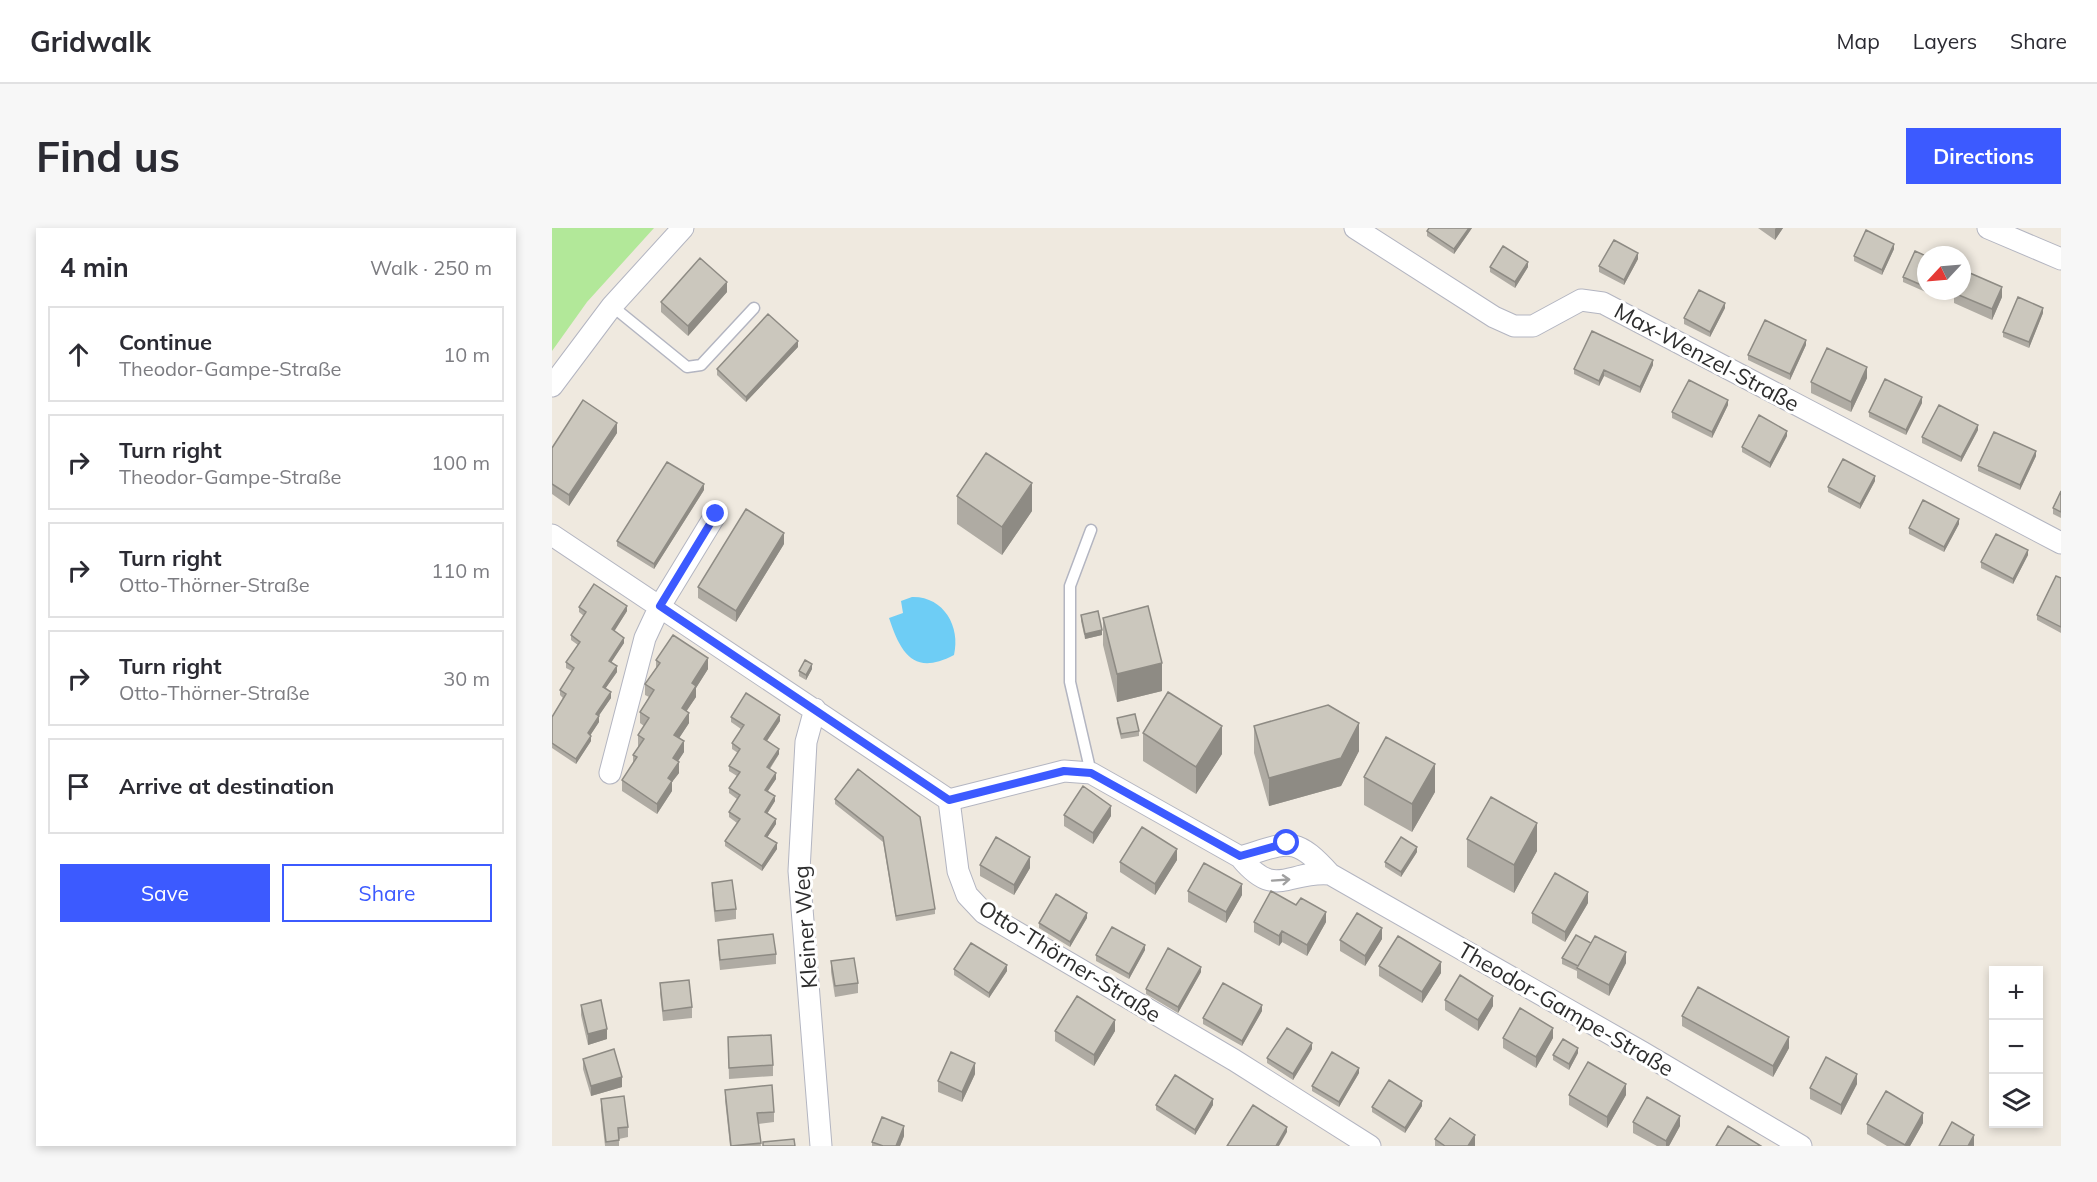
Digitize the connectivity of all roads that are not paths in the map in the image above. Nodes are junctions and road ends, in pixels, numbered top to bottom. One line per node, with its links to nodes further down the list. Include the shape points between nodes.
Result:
1 (683, 228): 5 (street)
2 (1355, 228): 11 (street, Max-Wenzel-Straße, via 1514,326 1533,326 1581,300 1604,303)
3 (1988, 228): 4 (street)
4 (2061, 259)
5 (612, 306): 6 (lane, via 687,367 701,365); 7 (street)
6 (754, 308)
7 (552, 386)
8 (716, 514): 12 (street)
9 (1091, 530): 14 (lane, via 1070,586 1070,682)
10 (552, 535): 12 (street)
11 (2061, 543)
12 (660, 606): 13 (street); 15 (street, via 645,638)
13 (815, 709): 16 (street); 19 (street, Kleiner Weg, via 806,742 800,871)
14 (1091, 773): 16 (street, via 1064,771); 17 (street)
15 (610, 774)
16 (949, 800): 20 (street, Otto-Thörner-Straße, via 958,871 967,895 984,913 1234,1060)
17 (1240, 856): 18 (street, one-way to 18, via 1251,870 1267,880 1280,882 1316,873); 18 (street, Theodor-Gampe-Straße, via 1287,843 1303,847)
18 (1330, 874): 21 (street, Theodor-Gampe-Straße)
19 (821, 1146)
20 (1370, 1146)
21 (1801, 1146)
━━━━━━━━━━━━━━━━━━━━
- Your task
Would you repeat the entries exactly, but with no pictures?

- Response to this task
Digitize the connectivity of all roads that are not paths in the map in the image above. Nodes are junctions and road ends, in pixels, numbered top to bottom. One line per node, with its links to nodes further down the list. Include the shape points between nodes.
Result:
1 (683, 228): 5 (street)
2 (1355, 228): 11 (street, Max-Wenzel-Straße, via 1514,326 1533,326 1581,300 1604,303)
3 (1988, 228): 4 (street)
4 (2061, 259)
5 (612, 306): 6 (lane, via 687,367 701,365); 7 (street)
6 (754, 308)
7 (552, 386)
8 (716, 514): 12 (street)
9 (1091, 530): 14 (lane, via 1070,586 1070,682)
10 (552, 535): 12 (street)
11 (2061, 543)
12 (660, 606): 13 (street); 15 (street, via 645,638)
13 (815, 709): 16 (street); 19 (street, Kleiner Weg, via 806,742 800,871)
14 (1091, 773): 16 (street, via 1064,771); 17 (street)
15 (610, 774)
16 (949, 800): 20 (street, Otto-Thörner-Straße, via 958,871 967,895 984,913 1234,1060)
17 (1240, 856): 18 (street, one-way to 18, via 1251,870 1267,880 1280,882 1316,873); 18 (street, Theodor-Gampe-Straße, via 1287,843 1303,847)
18 (1330, 874): 21 (street, Theodor-Gampe-Straße)
19 (821, 1146)
20 (1370, 1146)
21 (1801, 1146)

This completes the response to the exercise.